Abril, 2023 - Edição 290

Entrevista com Rosana Lanzelotte

Entrevista transmitida em nível nacional, no Programa Identidade Brasil, apresentado por Arnaldo Niskier no canal Futura

Bicentenário da Independência



Arnaldo Niskier: Hoje, com uma alegria muito grande, recebemos a visita da pesquisadora e musicista Rosana Lanzelotte, a maior cravista brasileira, muito conhecida no Brasil e no exterior. Como você tem participado das comemorações do Bicentenário da Independência?

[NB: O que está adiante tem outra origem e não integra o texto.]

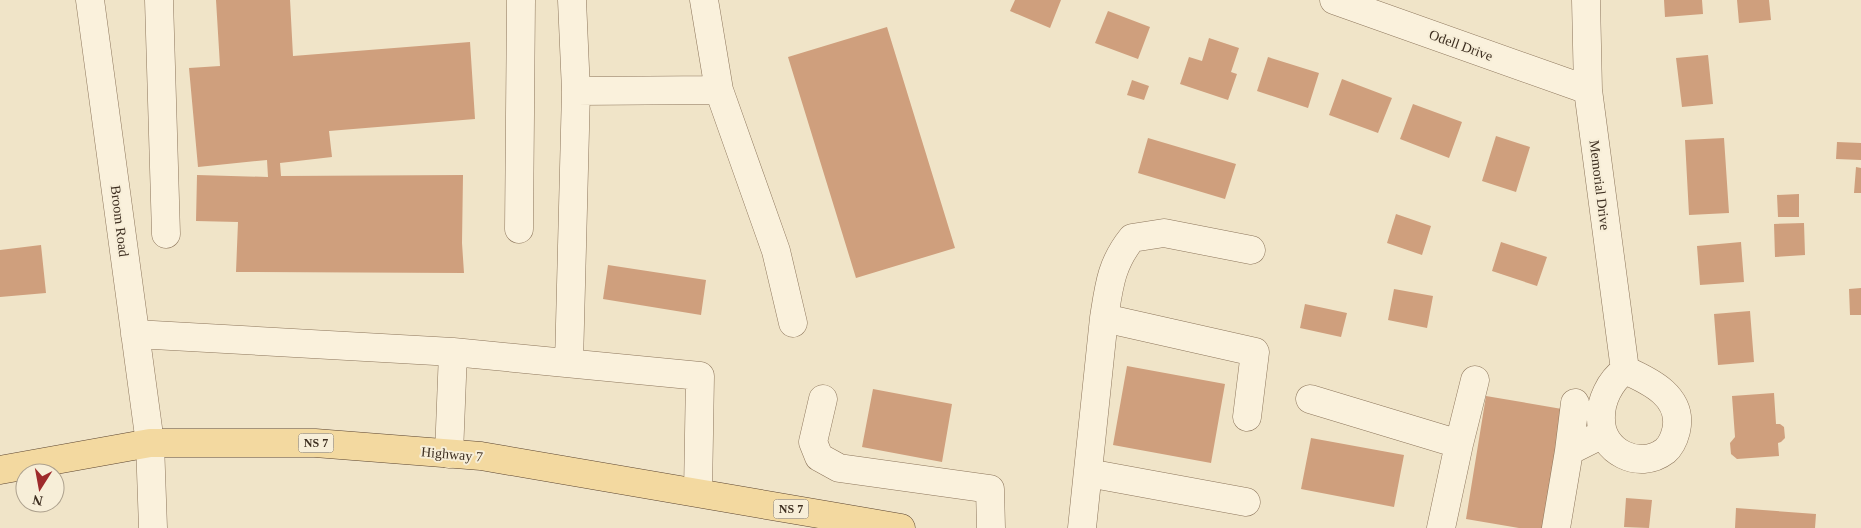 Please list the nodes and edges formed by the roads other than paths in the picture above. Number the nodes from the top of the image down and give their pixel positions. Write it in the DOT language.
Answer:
graph roads {
  1 [pos="90,0"];
  2 [pos="159,0"];
  3 [pos="521,0"];
  4 [pos="572,0"];
  5 [pos="704,0"];
  6 [pos="1334,0"];
  7 [pos="1586,0"];
  8 [pos="719,90"];
  9 [pos="1588,90"];
  10 [pos="576,91"];
  11 [pos="519,229"];
  12 [pos="166,234"];
  13 [pos="1251,250"];
  14 [pos="1104,318"];
  15 [pos="793,323"];
  16 [pos="135,334"];
  17 [pos="453,352"];
  18 [pos="570,364"];
  19 [pos="1624,370"];
  20 [pos="1475,380"];
  21 [pos="823,399"];
  22 [pos="1310,399"];
  23 [pos="1575,403"];
  24 [pos="1247,416"];
  25 [pos="1603,434"];
  26 [pos="150,443"];
  27 [pos="1459,444"];
  28 [pos="1569,451"];
  29 [pos="449,454"];
  30 [pos="0,470"];
  31 [pos="1088,473"];
  32 [pos="698,492"];
  33 [pos="1246,502"];
  34 [pos="891,527"];
  35 [pos="153,528"];
  36 [pos="991,528"];
  37 [pos="1082,528"];
  38 [pos="1441,528"];
  39 [pos="1556,528"];
  1 -- 16 [label="street, Broom Road"];
  2 -- 12 [label="street"];
  3 -- 11 [label="street"];
  4 -- 10 [label="street"];
  5 -- 8 [label="street"];
  6 -- 9 [label="street, Odell Drive"];
  7 -- 9 [label="street, Memorial Drive"];
  8 -- 10 [label="street"];
  8 -- 15 [label="street"];
  9 -- 19 [label="street, Memorial Drive"];
  10 -- 18 [label="street"];
  13 -- 14 [label="street"];
  14 -- 24 [label="street"];
  14 -- 31 [label="street"];
  16 -- 17 [label="street"];
  16 -- 26 [label="street, Broom Road"];
  17 -- 18 [label="street"];
  17 -- 29 [label="street"];
  18 -- 32 [label="street"];
  19 -- 25 [label="street"];
  19 -- 25 [label="street"];
  20 -- 27 [label="street"];
  21 -- 36 [label="street"];
  22 -- 27 [label="street"];
  23 -- 28 [label="street"];
  25 -- 28 [label="street"];
  26 -- 29 [label="main road, Highway 7 / NS 7"];
  26 -- 30 [label="main road, Highway 7 / NS 7"];
  26 -- 35 [label="street, Broom Road"];
  27 -- 38 [label="street"];
  28 -- 39 [label="street"];
  29 -- 32 [label="main road, Highway 7 / NS 7"];
  31 -- 33 [label="street"];
  31 -- 37 [label="street"];
  32 -- 34 [label="main road, Highway 7 / NS 7"];
} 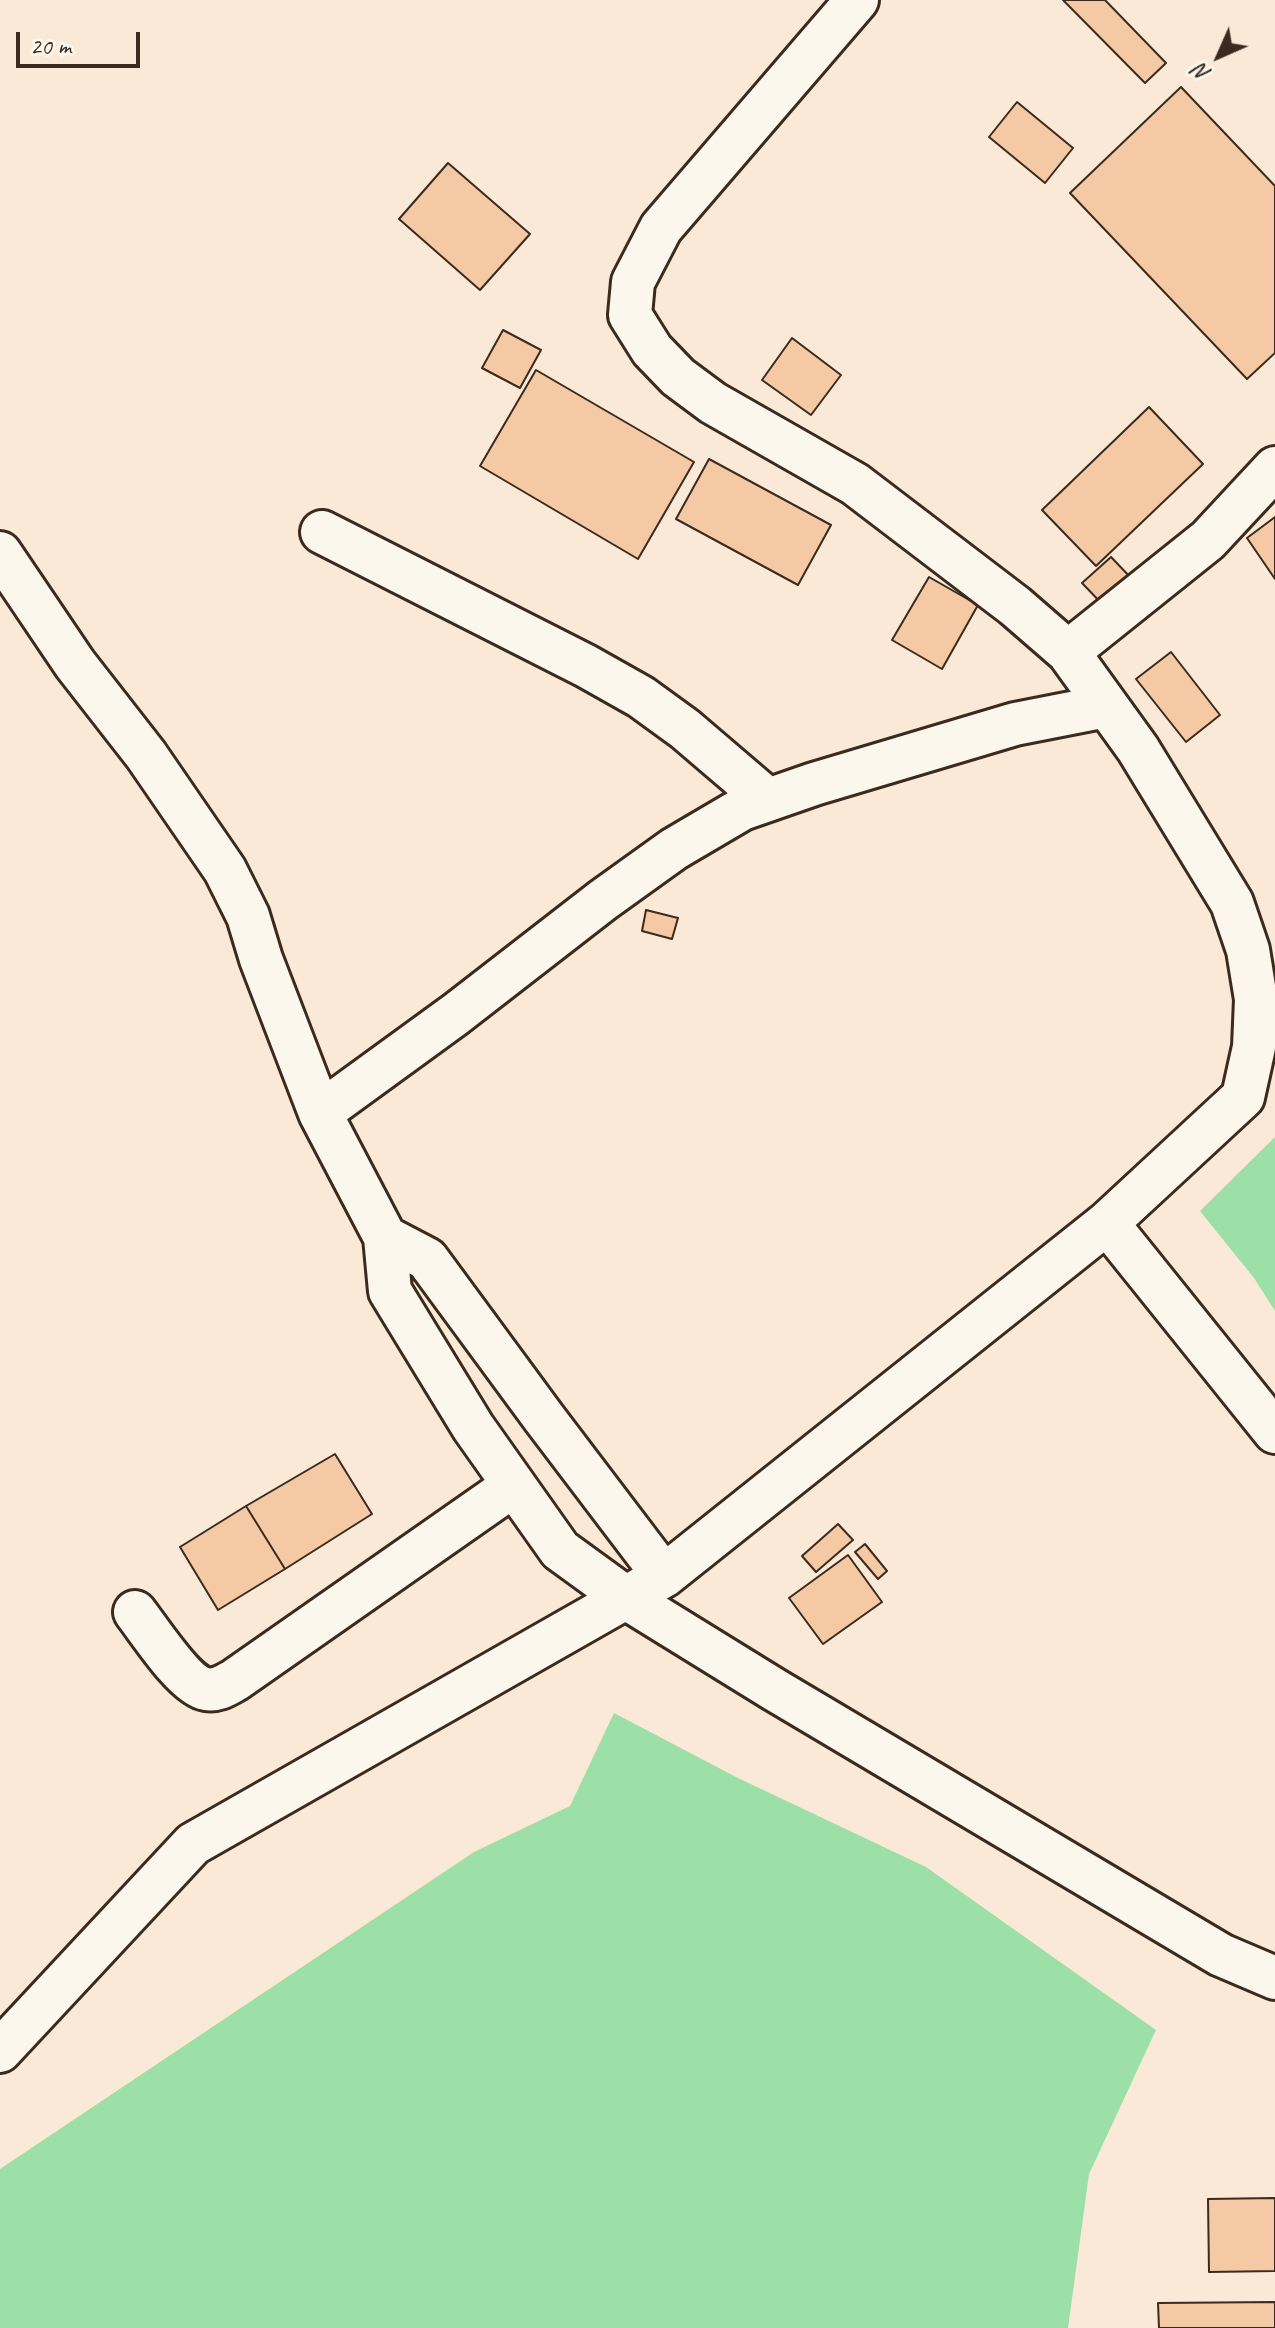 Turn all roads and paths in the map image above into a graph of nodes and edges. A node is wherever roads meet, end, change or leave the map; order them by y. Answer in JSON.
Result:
{"nodes":[{"id":1,"x":857,"y":0,"type":"edge"},
{"id":2,"x":1275,"y":468,"type":"edge"},
{"id":3,"x":322,"y":532,"type":"dead end"},
{"id":4,"x":0,"y":553,"type":"edge"},
{"id":5,"x":1068,"y":652,"type":"junction"},
{"id":6,"x":1107,"y":706,"type":"junction"},
{"id":7,"x":768,"y":800,"type":"junction"},
{"id":8,"x":1259,"y":1087,"type":"edge"},
{"id":9,"x":320,"y":1113,"type":"junction"},
{"id":10,"x":1107,"y":1223,"type":"junction"},
{"id":11,"x":385,"y":1237,"type":"junction"},
{"id":12,"x":1275,"y":1432,"type":"edge"},
{"id":13,"x":514,"y":1485,"type":"junction"},
{"id":14,"x":664,"y":1576,"type":"junction"},
{"id":15,"x":626,"y":1598,"type":"junction"},
{"id":16,"x":135,"y":1612,"type":"dead end"},
{"id":17,"x":1275,"y":1978,"type":"edge"},
{"id":18,"x":0,"y":2051,"type":"edge"}],
"edges":[{"from":1,"to":5,"type":"street"},
{"from":2,"to":5,"type":"street"},
{"from":3,"to":7,"type":"street"},
{"from":4,"to":9,"type":"street"},
{"from":5,"to":6,"type":"street"},
{"from":6,"to":7,"type":"street"},
{"from":6,"to":8,"type":"street"},
{"from":7,"to":9,"type":"street"},
{"from":8,"to":10,"type":"street"},
{"from":9,"to":11,"type":"street"},
{"from":10,"to":12,"type":"street"},
{"from":10,"to":14,"type":"street"},
{"from":11,"to":13,"type":"street"},
{"from":11,"to":14,"type":"street"},
{"from":13,"to":15,"type":"street"},
{"from":13,"to":16,"type":"street"},
{"from":14,"to":15,"type":"street"},
{"from":15,"to":17,"type":"street"},
{"from":15,"to":18,"type":"street"}]}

Rosana Lanzelotte: Esses 200 anos têm um significado especial para os músicos, porque D. Pedro I, entre as facetas menos conhecidas, era músico, era compositor. Deixou inúmeras obras, uma delas acho que quase todos os brasileiros conhecem, o Hino da Independência, que cantamos com muita alegria, porque é um hino muito inspirado. Fico muito feliz de ter participado de diversos espetáculos em homenagem a D. Pedro I e de ter preparado esses 200 anos, desde o ano passado, com o resgate de todas as partituras conhecidas de D. Pedro, que estão gratuitamente disponíveis por meio do Musica Brasilis. Várias se perderam. Quando digo todas as conhecidas, foram as que nos chegaram até hoje nos arquivos intactas, principalmente aqueles manuscritos com a caligrafia reconhecida dele, de obras litúrgicas, que estão no arquivo do Cabido Metropolitano, da Catedral Metropolitana do Rio de Janeiro. Temos um manuscrito precioso do Hino da Independência, no Instituto Histórico e Geográfico Brasileiro.

Arnaldo Niskier: Ele escreveu isso aqui no Rio ou lá em Petrópolis?

Rosana Lanzelotte: Ele escreveu aqui no Rio. Essas obras, que estão aqui no arquivo da Catedral e o Hino, ele escreveu antes de partir para Portugal, portanto aqui no Rio iniciou sua carreira de compositor. Mas sabemos que ele deixou, além dessas obras que se perderam, porque no catálogo do seu professor... Ele teve dois eminentes professores, na fase adulta da sua vida, que foram o grande compositor português Marcos Portugal e o Sigismund Neukomm, que foi o austríaco que veio junto com a missão artística francesa. Por meio do catálogo de obras dele, sabemos que D. Pedro teria composto valsas, em 1816...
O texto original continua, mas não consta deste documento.